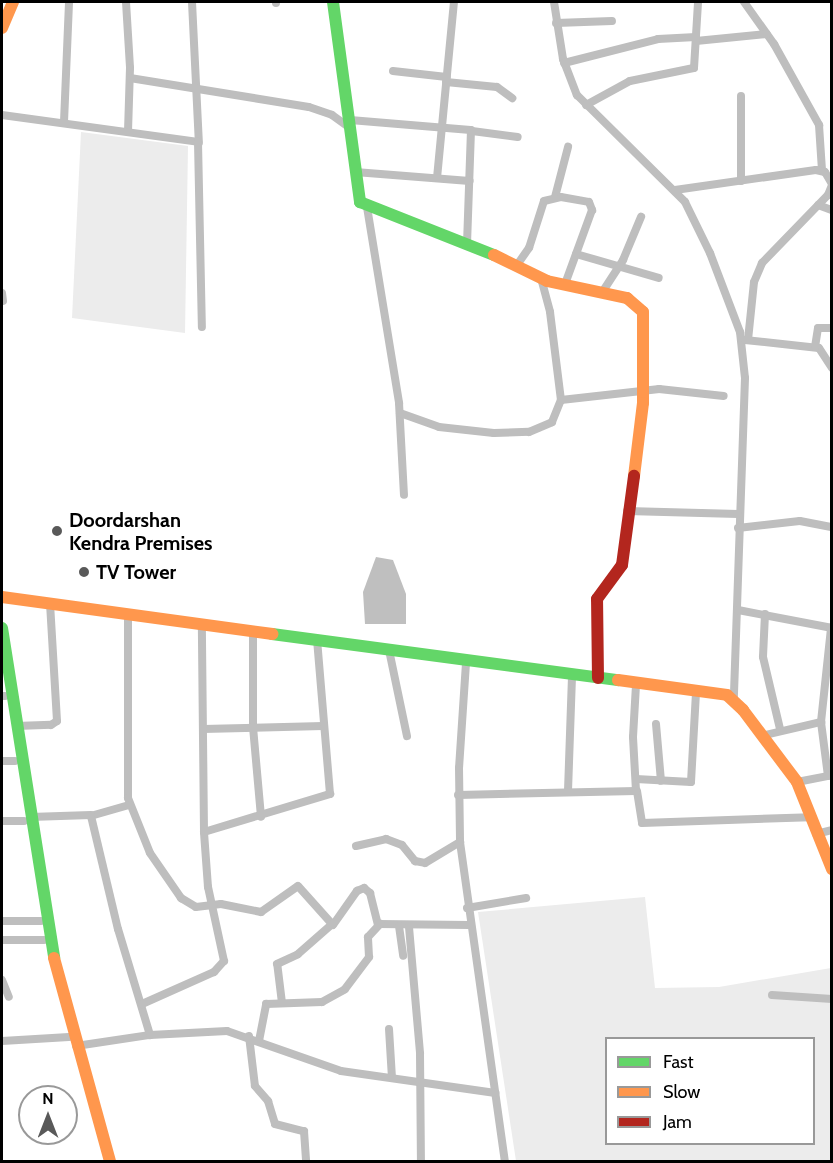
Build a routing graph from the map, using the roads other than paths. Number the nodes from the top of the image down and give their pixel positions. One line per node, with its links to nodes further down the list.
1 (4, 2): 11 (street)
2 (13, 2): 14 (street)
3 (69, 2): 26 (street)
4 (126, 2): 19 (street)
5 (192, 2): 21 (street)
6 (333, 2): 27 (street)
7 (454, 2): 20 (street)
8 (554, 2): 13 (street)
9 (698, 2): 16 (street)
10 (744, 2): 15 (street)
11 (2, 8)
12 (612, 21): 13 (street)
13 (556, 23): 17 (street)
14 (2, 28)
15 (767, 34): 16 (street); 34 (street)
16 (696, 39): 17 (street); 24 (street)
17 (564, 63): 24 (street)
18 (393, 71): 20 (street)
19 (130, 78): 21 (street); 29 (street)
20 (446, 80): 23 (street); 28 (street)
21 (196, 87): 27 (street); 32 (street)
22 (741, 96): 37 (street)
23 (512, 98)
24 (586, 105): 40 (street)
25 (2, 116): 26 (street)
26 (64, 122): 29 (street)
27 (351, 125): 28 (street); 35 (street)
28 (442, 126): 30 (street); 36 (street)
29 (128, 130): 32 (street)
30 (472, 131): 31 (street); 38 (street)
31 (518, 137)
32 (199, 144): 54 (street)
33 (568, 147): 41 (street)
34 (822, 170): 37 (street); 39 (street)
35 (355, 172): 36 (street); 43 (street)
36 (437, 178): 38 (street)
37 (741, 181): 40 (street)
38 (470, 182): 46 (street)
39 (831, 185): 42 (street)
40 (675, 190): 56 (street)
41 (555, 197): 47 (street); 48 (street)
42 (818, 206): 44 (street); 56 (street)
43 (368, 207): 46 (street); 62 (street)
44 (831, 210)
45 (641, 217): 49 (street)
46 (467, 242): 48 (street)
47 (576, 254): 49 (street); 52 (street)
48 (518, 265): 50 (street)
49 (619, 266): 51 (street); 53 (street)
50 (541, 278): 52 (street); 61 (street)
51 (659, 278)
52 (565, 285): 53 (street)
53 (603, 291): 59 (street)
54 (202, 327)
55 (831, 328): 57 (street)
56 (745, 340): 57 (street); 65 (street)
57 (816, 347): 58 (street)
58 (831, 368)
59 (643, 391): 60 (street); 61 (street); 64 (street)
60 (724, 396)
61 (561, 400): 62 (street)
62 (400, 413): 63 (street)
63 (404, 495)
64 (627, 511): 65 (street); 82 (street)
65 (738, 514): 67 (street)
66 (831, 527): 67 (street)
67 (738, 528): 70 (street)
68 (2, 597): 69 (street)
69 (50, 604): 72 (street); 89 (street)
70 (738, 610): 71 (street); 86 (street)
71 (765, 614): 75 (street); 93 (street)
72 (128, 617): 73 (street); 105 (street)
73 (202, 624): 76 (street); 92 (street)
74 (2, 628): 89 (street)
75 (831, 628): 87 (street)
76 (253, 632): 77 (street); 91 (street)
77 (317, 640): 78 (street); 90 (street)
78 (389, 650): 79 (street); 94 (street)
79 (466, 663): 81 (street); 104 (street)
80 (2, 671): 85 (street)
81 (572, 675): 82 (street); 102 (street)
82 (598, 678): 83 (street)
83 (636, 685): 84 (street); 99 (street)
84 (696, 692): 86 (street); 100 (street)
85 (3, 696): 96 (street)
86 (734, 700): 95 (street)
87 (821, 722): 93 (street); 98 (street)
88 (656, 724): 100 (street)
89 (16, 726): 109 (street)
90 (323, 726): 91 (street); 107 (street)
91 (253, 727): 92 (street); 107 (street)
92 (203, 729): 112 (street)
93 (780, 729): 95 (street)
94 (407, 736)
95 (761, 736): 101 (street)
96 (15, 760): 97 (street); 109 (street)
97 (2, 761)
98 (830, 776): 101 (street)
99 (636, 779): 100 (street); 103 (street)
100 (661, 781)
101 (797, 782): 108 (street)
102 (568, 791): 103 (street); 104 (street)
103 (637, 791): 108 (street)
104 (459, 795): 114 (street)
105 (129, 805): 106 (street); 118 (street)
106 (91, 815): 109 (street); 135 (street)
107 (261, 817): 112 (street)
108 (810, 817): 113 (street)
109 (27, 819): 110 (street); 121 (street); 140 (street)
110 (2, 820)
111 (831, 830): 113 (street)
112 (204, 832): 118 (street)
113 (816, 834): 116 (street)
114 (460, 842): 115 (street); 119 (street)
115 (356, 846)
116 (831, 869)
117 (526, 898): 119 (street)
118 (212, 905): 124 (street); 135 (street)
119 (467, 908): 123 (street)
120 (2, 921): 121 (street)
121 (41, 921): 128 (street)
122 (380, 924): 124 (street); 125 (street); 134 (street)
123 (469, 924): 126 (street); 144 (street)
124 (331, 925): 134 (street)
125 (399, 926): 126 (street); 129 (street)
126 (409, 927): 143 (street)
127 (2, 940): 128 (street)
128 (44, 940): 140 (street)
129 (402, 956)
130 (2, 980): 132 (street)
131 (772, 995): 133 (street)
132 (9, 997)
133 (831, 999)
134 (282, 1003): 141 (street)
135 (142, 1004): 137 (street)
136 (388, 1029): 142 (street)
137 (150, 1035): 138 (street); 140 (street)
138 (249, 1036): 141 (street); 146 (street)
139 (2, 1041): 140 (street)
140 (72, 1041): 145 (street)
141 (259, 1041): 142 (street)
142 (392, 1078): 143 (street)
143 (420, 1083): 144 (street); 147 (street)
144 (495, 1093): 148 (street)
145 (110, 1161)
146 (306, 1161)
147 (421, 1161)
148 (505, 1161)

Requirement - Start at the top line above and repeat the records verbatim, leaving images out.

Result for this exercise -
Build a routing graph from the map, using the roads other than paths. Number the nodes from the top of the image down and give their pixel positions. One line per node, with its links to nodes further down the list.
1 (4, 2): 11 (street)
2 (13, 2): 14 (street)
3 (69, 2): 26 (street)
4 (126, 2): 19 (street)
5 (192, 2): 21 (street)
6 (333, 2): 27 (street)
7 (454, 2): 20 (street)
8 (554, 2): 13 (street)
9 (698, 2): 16 (street)
10 (744, 2): 15 (street)
11 (2, 8)
12 (612, 21): 13 (street)
13 (556, 23): 17 (street)
14 (2, 28)
15 (767, 34): 16 (street); 34 (street)
16 (696, 39): 17 (street); 24 (street)
17 (564, 63): 24 (street)
18 (393, 71): 20 (street)
19 (130, 78): 21 (street); 29 (street)
20 (446, 80): 23 (street); 28 (street)
21 (196, 87): 27 (street); 32 (street)
22 (741, 96): 37 (street)
23 (512, 98)
24 (586, 105): 40 (street)
25 (2, 116): 26 (street)
26 (64, 122): 29 (street)
27 (351, 125): 28 (street); 35 (street)
28 (442, 126): 30 (street); 36 (street)
29 (128, 130): 32 (street)
30 (472, 131): 31 (street); 38 (street)
31 (518, 137)
32 (199, 144): 54 (street)
33 (568, 147): 41 (street)
34 (822, 170): 37 (street); 39 (street)
35 (355, 172): 36 (street); 43 (street)
36 (437, 178): 38 (street)
37 (741, 181): 40 (street)
38 (470, 182): 46 (street)
39 (831, 185): 42 (street)
40 (675, 190): 56 (street)
41 (555, 197): 47 (street); 48 (street)
42 (818, 206): 44 (street); 56 (street)
43 (368, 207): 46 (street); 62 (street)
44 (831, 210)
45 (641, 217): 49 (street)
46 (467, 242): 48 (street)
47 (576, 254): 49 (street); 52 (street)
48 (518, 265): 50 (street)
49 (619, 266): 51 (street); 53 (street)
50 (541, 278): 52 (street); 61 (street)
51 (659, 278)
52 (565, 285): 53 (street)
53 (603, 291): 59 (street)
54 (202, 327)
55 (831, 328): 57 (street)
56 (745, 340): 57 (street); 65 (street)
57 (816, 347): 58 (street)
58 (831, 368)
59 (643, 391): 60 (street); 61 (street); 64 (street)
60 (724, 396)
61 (561, 400): 62 (street)
62 (400, 413): 63 (street)
63 (404, 495)
64 (627, 511): 65 (street); 82 (street)
65 (738, 514): 67 (street)
66 (831, 527): 67 (street)
67 (738, 528): 70 (street)
68 (2, 597): 69 (street)
69 (50, 604): 72 (street); 89 (street)
70 (738, 610): 71 (street); 86 (street)
71 (765, 614): 75 (street); 93 (street)
72 (128, 617): 73 (street); 105 (street)
73 (202, 624): 76 (street); 92 (street)
74 (2, 628): 89 (street)
75 (831, 628): 87 (street)
76 (253, 632): 77 (street); 91 (street)
77 (317, 640): 78 (street); 90 (street)
78 (389, 650): 79 (street); 94 (street)
79 (466, 663): 81 (street); 104 (street)
80 (2, 671): 85 (street)
81 (572, 675): 82 (street); 102 (street)
82 (598, 678): 83 (street)
83 (636, 685): 84 (street); 99 (street)
84 (696, 692): 86 (street); 100 (street)
85 (3, 696): 96 (street)
86 (734, 700): 95 (street)
87 (821, 722): 93 (street); 98 (street)
88 (656, 724): 100 (street)
89 (16, 726): 109 (street)
90 (323, 726): 91 (street); 107 (street)
91 (253, 727): 92 (street); 107 (street)
92 (203, 729): 112 (street)
93 (780, 729): 95 (street)
94 (407, 736)
95 (761, 736): 101 (street)
96 (15, 760): 97 (street); 109 (street)
97 (2, 761)
98 (830, 776): 101 (street)
99 (636, 779): 100 (street); 103 (street)
100 (661, 781)
101 (797, 782): 108 (street)
102 (568, 791): 103 (street); 104 (street)
103 (637, 791): 108 (street)
104 (459, 795): 114 (street)
105 (129, 805): 106 (street); 118 (street)
106 (91, 815): 109 (street); 135 (street)
107 (261, 817): 112 (street)
108 (810, 817): 113 (street)
109 (27, 819): 110 (street); 121 (street); 140 (street)
110 (2, 820)
111 (831, 830): 113 (street)
112 (204, 832): 118 (street)
113 (816, 834): 116 (street)
114 (460, 842): 115 (street); 119 (street)
115 (356, 846)
116 (831, 869)
117 (526, 898): 119 (street)
118 (212, 905): 124 (street); 135 (street)
119 (467, 908): 123 (street)
120 (2, 921): 121 (street)
121 (41, 921): 128 (street)
122 (380, 924): 124 (street); 125 (street); 134 (street)
123 (469, 924): 126 (street); 144 (street)
124 (331, 925): 134 (street)
125 (399, 926): 126 (street); 129 (street)
126 (409, 927): 143 (street)
127 (2, 940): 128 (street)
128 (44, 940): 140 (street)
129 (402, 956)
130 (2, 980): 132 (street)
131 (772, 995): 133 (street)
132 (9, 997)
133 (831, 999)
134 (282, 1003): 141 (street)
135 (142, 1004): 137 (street)
136 (388, 1029): 142 (street)
137 (150, 1035): 138 (street); 140 (street)
138 (249, 1036): 141 (street); 146 (street)
139 (2, 1041): 140 (street)
140 (72, 1041): 145 (street)
141 (259, 1041): 142 (street)
142 (392, 1078): 143 (street)
143 (420, 1083): 144 (street); 147 (street)
144 (495, 1093): 148 (street)
145 (110, 1161)
146 (306, 1161)
147 (421, 1161)
148 (505, 1161)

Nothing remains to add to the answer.